Because of this, the production process tends to be far less wasteful, as the unwanted cuttings from each decal can be reused, rather than simply thrown away. For this latest collaboration, French has also experimented with avoiding the petrochemical adhesives used to fasten traditional decals to glass. 

“If you’ve had any personal experience removing decals with that adhesive on them, you’ll know it’s extremely messy. You have to scrape it off a window, and you usually need a bunch of solvents. The bottle decals that we have for this current campaign are 2.3 metres high — if you used an adhesive the installers would hate you and the shops would smell like isopropyl alcohol.”

This experimental approach to fixing the decals to shopfronts has been so successful that Aesop is rolling it out globally, with French’s glueless glue currently splashed across the windows of the New York store.

A quiet revolution makes waves

While the artist hopes her non-petrochemical plastics will spark a global move away from toxic films, she is not aiming for an overnight revolution. In the past, new materials have expanded production so quickly that they have sometimes become as problematic as the materials they were designed to replace. French has a patent pending on her algae-based plastic and her studio, at present, is the sole source of supply.

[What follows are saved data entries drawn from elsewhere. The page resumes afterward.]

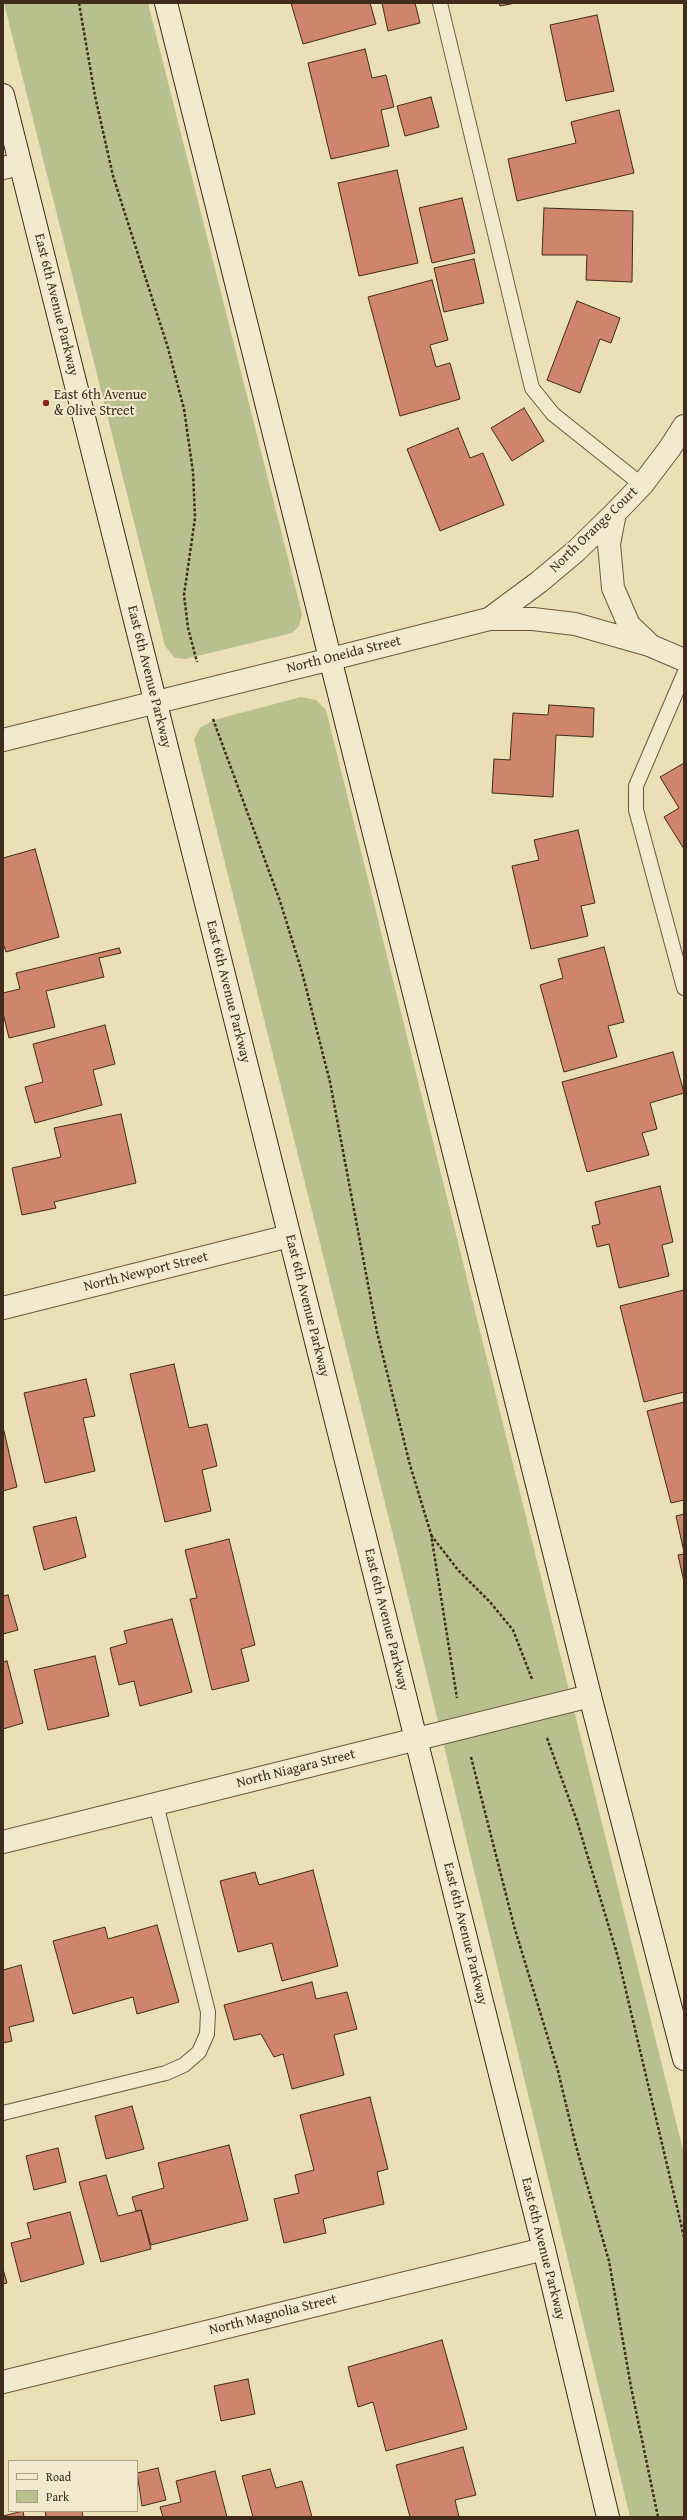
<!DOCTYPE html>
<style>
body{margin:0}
#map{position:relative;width:687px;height:2520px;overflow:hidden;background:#ebdfb5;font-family:"Gentium Book Plus",serif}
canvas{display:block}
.frame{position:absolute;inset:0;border:4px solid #402b1c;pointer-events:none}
.legend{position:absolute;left:8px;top:2460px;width:130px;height:52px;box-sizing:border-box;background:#f2eacf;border:1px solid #ab9e87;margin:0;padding:5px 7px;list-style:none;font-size:12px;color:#402b1c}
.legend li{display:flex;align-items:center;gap:8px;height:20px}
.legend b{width:20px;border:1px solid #ab9e87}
</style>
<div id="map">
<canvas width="687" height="2520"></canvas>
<div class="frame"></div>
<ul class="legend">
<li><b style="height:5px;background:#f2eacf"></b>Road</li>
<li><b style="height:11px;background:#b8c18d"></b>Park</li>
</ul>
</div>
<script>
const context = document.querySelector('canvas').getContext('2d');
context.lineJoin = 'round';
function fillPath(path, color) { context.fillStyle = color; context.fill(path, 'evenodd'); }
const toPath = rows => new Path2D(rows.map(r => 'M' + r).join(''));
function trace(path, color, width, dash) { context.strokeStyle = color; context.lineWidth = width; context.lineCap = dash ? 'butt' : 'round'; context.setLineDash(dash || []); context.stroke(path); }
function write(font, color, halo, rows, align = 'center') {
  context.font = font + ' "Gentium Book Plus",serif'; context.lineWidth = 4; context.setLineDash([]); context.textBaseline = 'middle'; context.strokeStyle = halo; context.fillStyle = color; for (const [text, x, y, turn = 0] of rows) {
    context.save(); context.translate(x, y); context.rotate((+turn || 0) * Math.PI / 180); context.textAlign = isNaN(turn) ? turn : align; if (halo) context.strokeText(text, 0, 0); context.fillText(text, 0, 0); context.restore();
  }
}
fillPath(toPath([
 [4,3,148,3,302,614,299,626,292,633,185,659,175,658,165,646],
 [301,697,316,700,326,710,684,2154,684,2517,630,2517,394,1539,194,739,200,728,214,720]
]), '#b8c18d');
const building = toPath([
 [291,3,370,3,376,24,303,44,291,3],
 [382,3,415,3,420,23,388,31,382,3],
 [499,3,516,3,500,6,499,3],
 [597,15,614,91,566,101,550,25,597,15],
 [365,49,372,78,386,75,394,107,381,110,389,146,331,159,308,63,365,49],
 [431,97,439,127,405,136,397,106,431,97],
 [619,110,634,173,517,201,508,159,576,143,571,122,619,110],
 [397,170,418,263,359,276,338,183,397,170],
 [462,198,475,253,432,263,419,208,462,198],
 [544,208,633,211,632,282,586,280,587,255,542,255,544,208],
 [474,259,484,303,444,312,434,268,474,259],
 [432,280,448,340,430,345,436,367,450,363,460,399,400,416,368,297,432,280],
 [577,301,620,318,611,343,600,339,580,393,547,380,577,301],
 [524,408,544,441,512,461,491,428,524,408],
 [458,428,470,458,483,453,504,505,440,531,407,449,458,428],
 [549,705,594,708,593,737,556,735,553,797,492,793,494,759,510,760,513,713,548,715,549,705],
 [684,763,684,849,664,817,679,808,660,777,684,763],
 [578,830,595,903,581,906,588,936,531,949,512,866,539,860,534,840,578,830],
 [35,849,59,937,6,952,3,943,3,858,35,849],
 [604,947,624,1022,608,1026,617,1057,564,1072,540,985,563,978,558,959,604,947],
 [119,948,121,953,99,958,104,977,46,991,55,1027,9,1038,3,1013,3,993,20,989,16,973,119,948],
 [105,1025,115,1064,93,1070,102,1105,35,1123,25,1087,43,1082,33,1044,105,1025],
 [673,1052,684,1093,650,1103,657,1129,642,1133,649,1155,587,1172,562,1082,673,1052],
 [121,1114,136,1183,54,1202,56,1208,22,1215,12,1168,61,1157,54,1128,121,1114],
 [660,1186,673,1242,662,1245,669,1276,619,1288,609,1244,597,1247,592,1226,600,1224,595,1202,660,1186],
 [684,1290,684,1392,644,1402,620,1306,684,1290],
 [174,1364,189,1428,207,1424,217,1466,202,1470,211,1511,165,1522,130,1374,174,1364],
 [86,1379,95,1416,83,1418,95,1471,45,1483,24,1393,86,1379],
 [684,1402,684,1500,671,1503,647,1411,684,1402],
 [3,1427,17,1487,3,1491,3,1427],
 [684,1514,684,1552,676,1516,684,1514],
 [76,1517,86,1557,44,1570,33,1527,76,1517],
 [229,1539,255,1645,241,1649,249,1681,212,1690,190,1599,197,1598,185,1550,229,1539],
 [684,1554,684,1582,678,1555,684,1554],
 [8,1595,18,1630,3,1634,3,1596,8,1595],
 [172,1619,192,1692,140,1706,134,1681,119,1685,110,1648,127,1643,124,1631,172,1619],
 [95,1656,109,1716,48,1730,34,1670,95,1656],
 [7,1661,23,1723,3,1729,3,1662,7,1661],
 [313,1870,338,1966,282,1981,272,1943,238,1952,220,1881,255,1872,259,1885,313,1870],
 [157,1925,179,2002,137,2014,133,1997,73,2014,53,1941,105,1927,108,1939,157,1925],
 [21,1965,34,2021,9,2027,12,2041,3,2043,3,1970,21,1965],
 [312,1982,316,1999,347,1992,357,2029,334,2035,344,2075,292,2089,283,2054,274,2057,261,2034,234,2040,224,2005,312,1982],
 [370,2097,388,2169,377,2172,384,2204,323,2219,326,2233,284,2243,274,2199,299,2193,295,2175,314,2170,300,2115,370,2097],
 [132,2106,144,2149,106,2159,95,2116,132,2106],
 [229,2145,248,2220,151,2245,141,2210,136,2211,132,2197,164,2188,158,2163,229,2145],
 [58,2148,66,2182,34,2190,26,2156,58,2148],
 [106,2175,118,2216,141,2210,151,2249,101,2262,79,2182,106,2175],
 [70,2212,84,2264,21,2282,11,2243,31,2238,27,2223,70,2212],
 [3,2269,7,2283,3,2284,3,2269],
 [442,2340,467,2429,386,2451,373,2402,358,2407,348,2367,442,2340],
 [248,2379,255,2414,221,2421,214,2386,248,2379],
 [463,2447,476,2495,455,2500,459,2517,410,2517,396,2465,463,2447],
 [158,2468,166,2500,142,2506,137,2473,158,2468],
 [270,2469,276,2488,302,2481,312,2517,253,2517,242,2476,270,2469],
 [215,2471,227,2517,163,2517,160,2507,181,2502,176,2481,215,2471],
 [23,2511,24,2517,3,2517,3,2516,23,2511],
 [45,2511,82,2511,83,2517,46,2517,45,2511]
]);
fillPath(building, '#ce856c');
trace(building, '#402b1c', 1);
const service = toPath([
 [440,3,532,388,553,414,642,485],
 [684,674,636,786,636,810,684,988],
 [3,2113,166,2073,184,2065,199,2052,207,2034,208,2012,156,1804]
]);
const minor = toPath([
 [3,168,20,164],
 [615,513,609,544,613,588,629,625,648,643],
 [489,619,539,582,576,551,615,513,642,485,670,448,684,426],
 [331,659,489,619,533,619,575,624,649,645,684,660],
 [3,1308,289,1236],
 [3,1842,590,1696],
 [3,2382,544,2249]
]);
const tertiary = toPath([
 [3,740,331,659]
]);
const secondary = toPath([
 [166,3,590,1696,684,2059],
 [3,95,544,2249,608,2517]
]);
trace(service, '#6b5842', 16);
trace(minor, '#6b5842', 24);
trace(tertiary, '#6b5842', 24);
trace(secondary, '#402b1c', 24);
trace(toPath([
 [79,3,95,96,113,176,168,348,184,409,193,472,195,518,184,595,188,628,197,662],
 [213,719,280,901,302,972,330,1082,377,1332,410,1465,431,1534,457,1698],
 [431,1535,458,1570,490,1602,513,1630,532,1679],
 [547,1738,577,1821,618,1957,684,2237],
 [471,1757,514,1926,558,2071,576,2146,609,2261,631,2387,658,2517]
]), '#402b1c', 2.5, [3, 2]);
trace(service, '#f2eacf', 14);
trace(minor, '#f2eacf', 22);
trace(tertiary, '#f2eacf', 22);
trace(secondary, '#f2eacf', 22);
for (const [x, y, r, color] of [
 [46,403,4,"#8f2418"]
]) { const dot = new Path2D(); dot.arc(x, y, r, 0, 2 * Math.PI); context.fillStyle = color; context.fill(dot); trace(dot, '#f2eacf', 1.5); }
write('14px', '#402b1c', '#f2eacf', [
 ["East 6th Avenue Parkway",56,305,76],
 ["North Orange Court",594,530,-44],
 ["North Oneida Street",344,655,-14],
 ["East 6th Avenue Parkway",149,677,76],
 ["East 6th Avenue Parkway",228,992,76],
 ["North Newport Street",146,1272,-14],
 ["East 6th Avenue Parkway",307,1306,76],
 ["East 6th Avenue Parkway",386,1620,76],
 ["North Niagara Street",296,1769,-14],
 ["East 6th Avenue Parkway",465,1934,76],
 ["East 6th Avenue Parkway",543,2249,76],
 ["North Magnolia Street",273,2315,-14]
]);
write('14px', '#402b1c', '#f2eacf', [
 ["East 6th Avenue",54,395],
 ["& Olive Street",54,411]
], 'left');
</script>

“I don’t want to move fast and break things like Mark Zuckerberg. At the moment, the scale is really based on my capacity and I’m intentionally scaling this in quite a slow, considerate way. Alongside developing this innovation, I’m keen to develop a way for this to grow so that a circular recycling process is really built into it.”

As an artist, French hopes the current campaign will also help raise awareness of how ingrained petrochemical products are in the world of art and design. The idea for algae-based decals came about when she realised, on going to exhibit some of her work, that each piece would be accompanied by a petrochemical-based plastic wall tag.

“After doing all this research on plastics and their impacts, I just felt there was no way I could have those tags as the medium for explaining my work in an exhibition. Once you start looking at the materials around you and thinking about their impact, they all become a lot more present. With my artistic work, I hope it helps people have a little more awareness of materials and the fact that these materials will have their own impacts and lifetimes.”

While art can help change the conversation around renewables, French says she sees the commercial nature of the Aesop decals as a more direct form of action.

“There are lots of more sustainable materials that we could be shoving in everything from paint to decals to building materials. What we need right now is actual solutions. We don’t really have time to just be making art about this stuff. We need to be doing a little bit more in the real world.”